WHAT YOU SHOULD DO. Below are lines of data; restate word for word those running from the line containing "options.set_hint_style(cairo.HINT_STYLE_NONE)" to the line containing "ctx.restore()", inclusive, and no others.

______________________________

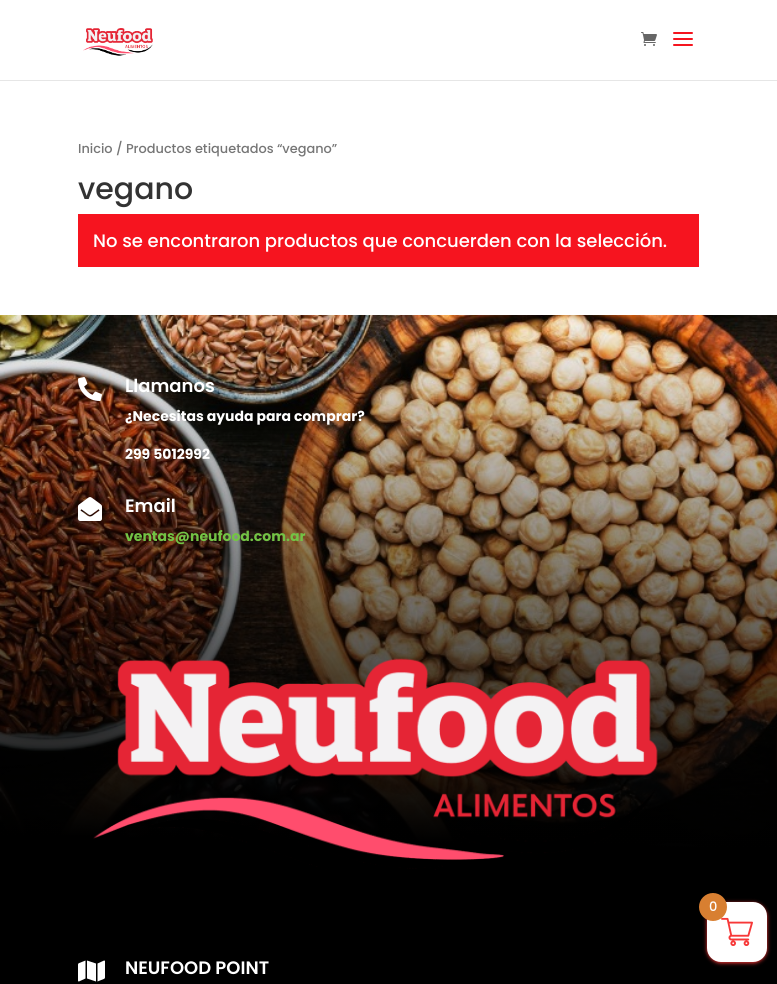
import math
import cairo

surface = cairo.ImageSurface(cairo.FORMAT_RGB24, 777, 984)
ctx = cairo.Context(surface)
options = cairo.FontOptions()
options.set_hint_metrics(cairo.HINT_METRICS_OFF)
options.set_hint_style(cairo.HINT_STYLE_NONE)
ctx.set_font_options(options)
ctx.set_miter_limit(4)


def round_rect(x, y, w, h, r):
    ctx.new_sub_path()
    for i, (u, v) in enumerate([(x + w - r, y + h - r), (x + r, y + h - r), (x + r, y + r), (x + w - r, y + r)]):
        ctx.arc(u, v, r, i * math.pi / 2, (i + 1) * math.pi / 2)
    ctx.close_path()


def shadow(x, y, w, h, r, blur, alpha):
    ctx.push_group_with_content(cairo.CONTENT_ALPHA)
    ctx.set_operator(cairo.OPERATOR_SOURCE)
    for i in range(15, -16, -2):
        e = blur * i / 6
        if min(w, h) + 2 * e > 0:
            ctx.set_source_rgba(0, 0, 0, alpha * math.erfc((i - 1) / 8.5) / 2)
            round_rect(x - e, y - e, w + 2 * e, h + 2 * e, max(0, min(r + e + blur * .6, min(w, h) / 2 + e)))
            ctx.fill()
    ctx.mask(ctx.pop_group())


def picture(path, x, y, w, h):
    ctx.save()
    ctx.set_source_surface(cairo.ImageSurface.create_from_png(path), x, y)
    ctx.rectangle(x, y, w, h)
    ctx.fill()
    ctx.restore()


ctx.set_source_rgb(1, 1, 1)
ctx.paint()
ctx.set_source_rgb(0.902, 0.902, 0.902)
ctx.rectangle(0, 80, 777, 1)
ctx.fill()
picture("img1.png", 83, 28, 70, 28)
picture("img2.png", 641, 32, 16, 14)
picture("img3.png", 673, 32, 20, 14)
ctx.select_font_face("Poppins Medium")
ctx.set_font_size(12.9)
ctx.set_source_rgb(0.463, 0.463, 0.463)
ctx.move_to(78, 153)
ctx.show_text("Inicio / Productos etiquetados “vegano”")
ctx.set_font_size(30)
ctx.set_source_rgb(0.2, 0.2, 0.2)
ctx.move_to(78, 199)
ctx.show_text("vegano")
ctx.set_source_rgb(0.961, 0.082, 0.122)
ctx.rectangle(78, 214, 621, 53)
ctx.fill()
ctx.set_font_size(18)
ctx.set_source_rgb(1, 1, 1)
ctx.move_to(93, 247)
ctx.show_text("No se encontraron productos que concuerden con la selección.")
picture("img4.png", 0, 315, 777, 669)
picture("img5.png", 78, 377, 24, 24)
ctx.select_font_face("Poppins SemiBold")
ctx.move_to(125, 392)
ctx.show_text("Llamanos")
ctx.select_font_face("Poppins", cairo.FONT_SLANT_NORMAL, cairo.FONT_WEIGHT_BOLD)
ctx.set_font_size(14)
ctx.move_to(125, 421)
ctx.show_text("¿Necesitas ayuda para comprar?")
ctx.move_to(125, 459)
ctx.show_text("299 5012992")
picture("img6.png", 78, 497, 24, 24)
ctx.select_font_face("Poppins SemiBold")
ctx.set_font_size(18)
ctx.move_to(125, 512)
ctx.show_text("Email")
ctx.select_font_face("Poppins", cairo.FONT_SLANT_NORMAL, cairo.FONT_WEIGHT_BOLD)
ctx.set_font_size(14)
ctx.set_source_rgb(0.451, 0.765, 0.271)
ctx.move_to(125, 541)
ctx.show_text("ventas@neufood.com.ar")
picture("img7.png", 93, 658, 565, 212)
picture("img8.png", 78, 960, 27, 22)
ctx.select_font_face("Poppins SemiBold")
ctx.set_font_size(18)
ctx.set_source_rgb(1, 1, 1)
ctx.move_to(125, 974)
ctx.show_text("NEUFOOD POINT")
ctx.set_source_rgb(0.969, 0.22, 0.22)
shadow(707, 903, 60, 60, 14, 2, 1)
ctx.set_source_rgb(1, 1, 1)
round_rect(707, 902, 60, 60, 14)
ctx.fill()
picture("img9.png", 721, 917, 32, 29)
ctx.set_source_rgb(0.847, 0.498, 0.192)
ctx.arc(713, 907, 14, 0, 2 * math.pi)
ctx.fill()
ctx.select_font_face("Poppins Medium")
ctx.set_font_size(13)
ctx.set_source_rgb(1, 1, 1)
ctx.move_to(709, 911)
ctx.show_text("0")
surface.write_to_png("page.png")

______________________________

SOLUTION.
options.set_hint_style(cairo.HINT_STYLE_NONE)
ctx.set_font_options(options)
ctx.set_miter_limit(4)


def round_rect(x, y, w, h, r):
    ctx.new_sub_path()
    for i, (u, v) in enumerate([(x + w - r, y + h - r), (x + r, y + h - r), (x + r, y + r), (x + w - r, y + r)]):
        ctx.arc(u, v, r, i * math.pi / 2, (i + 1) * math.pi / 2)
    ctx.close_path()


def shadow(x, y, w, h, r, blur, alpha):
    ctx.push_group_with_content(cairo.CONTENT_ALPHA)
    ctx.set_operator(cairo.OPERATOR_SOURCE)
    for i in range(15, -16, -2):
        e = blur * i / 6
        if min(w, h) + 2 * e > 0:
            ctx.set_source_rgba(0, 0, 0, alpha * math.erfc((i - 1) / 8.5) / 2)
            round_rect(x - e, y - e, w + 2 * e, h + 2 * e, max(0, min(r + e + blur * .6, min(w, h) / 2 + e)))
            ctx.fill()
    ctx.mask(ctx.pop_group())


def picture(path, x, y, w, h):
    ctx.save()
    ctx.set_source_surface(cairo.ImageSurface.create_from_png(path), x, y)
    ctx.rectangle(x, y, w, h)
    ctx.fill()
    ctx.restore()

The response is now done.